> **Problem to work on**: The answer should consist of the full listing below, repeated exactly and free of pictures.

> **Extracted information**:
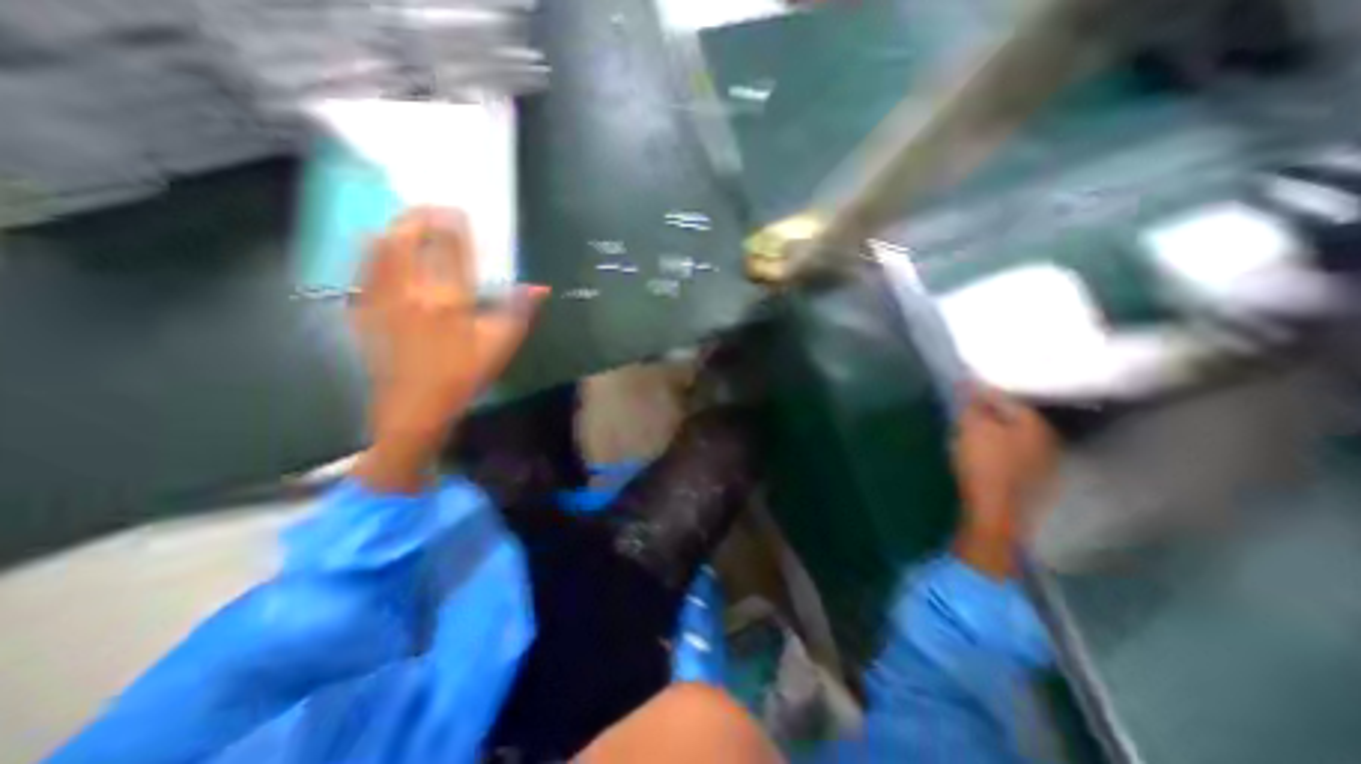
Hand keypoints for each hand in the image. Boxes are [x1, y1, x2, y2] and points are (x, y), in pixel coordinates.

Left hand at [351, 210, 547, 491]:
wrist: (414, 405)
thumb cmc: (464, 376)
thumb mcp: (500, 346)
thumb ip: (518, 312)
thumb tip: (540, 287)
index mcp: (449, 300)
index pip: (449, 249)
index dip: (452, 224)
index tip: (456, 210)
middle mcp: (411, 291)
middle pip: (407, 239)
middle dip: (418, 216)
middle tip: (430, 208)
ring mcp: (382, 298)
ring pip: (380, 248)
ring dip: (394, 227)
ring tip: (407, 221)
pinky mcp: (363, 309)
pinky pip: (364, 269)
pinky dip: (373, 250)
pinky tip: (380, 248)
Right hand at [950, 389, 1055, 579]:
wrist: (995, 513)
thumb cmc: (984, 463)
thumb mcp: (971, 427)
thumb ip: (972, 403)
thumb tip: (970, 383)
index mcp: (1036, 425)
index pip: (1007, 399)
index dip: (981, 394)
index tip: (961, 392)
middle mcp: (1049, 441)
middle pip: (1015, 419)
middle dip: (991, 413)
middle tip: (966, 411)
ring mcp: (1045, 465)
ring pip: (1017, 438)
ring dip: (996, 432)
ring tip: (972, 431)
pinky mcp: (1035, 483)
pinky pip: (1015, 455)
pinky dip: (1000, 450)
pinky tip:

> **Result for this exercise**:
Hand keypoints for each hand in the image. Boxes are [x1, y1, x2, y2] and points are (x, y), in pixel coordinates.

Left hand at [351, 210, 547, 491]:
wrist: (414, 405)
thumb cmc: (464, 376)
thumb mcp: (500, 346)
thumb ip: (518, 312)
thumb tip: (540, 287)
index mcp: (449, 300)
index pip: (449, 249)
index dip: (452, 224)
index tip: (456, 210)
middle mcp: (411, 291)
middle pip: (407, 239)
middle dip: (418, 216)
middle tip: (430, 208)
ring mcp: (382, 298)
ring pip: (380, 248)
ring dip: (394, 227)
ring tip: (407, 221)
pinky mcp: (363, 309)
pinky pip: (364, 269)
pinky dip: (373, 250)
pinky tip: (380, 248)
Right hand at [950, 389, 1055, 579]:
wrist: (995, 513)
thumb cmc: (984, 463)
thumb mcp: (971, 427)
thumb ip: (972, 403)
thumb tip: (970, 383)
index mcp: (1036, 425)
index pip: (1007, 399)
index dip: (981, 394)
index tip: (961, 392)
middle mcp: (1049, 441)
middle pip: (1015, 419)
middle dip: (991, 413)
middle tip: (966, 411)
ring mcp: (1045, 465)
ring pip: (1017, 438)
ring dip: (996, 432)
ring tip: (972, 431)
pinky mcp: (1035, 483)
pinky pip: (1015, 455)
pinky dip: (1000, 450)
pinky tip:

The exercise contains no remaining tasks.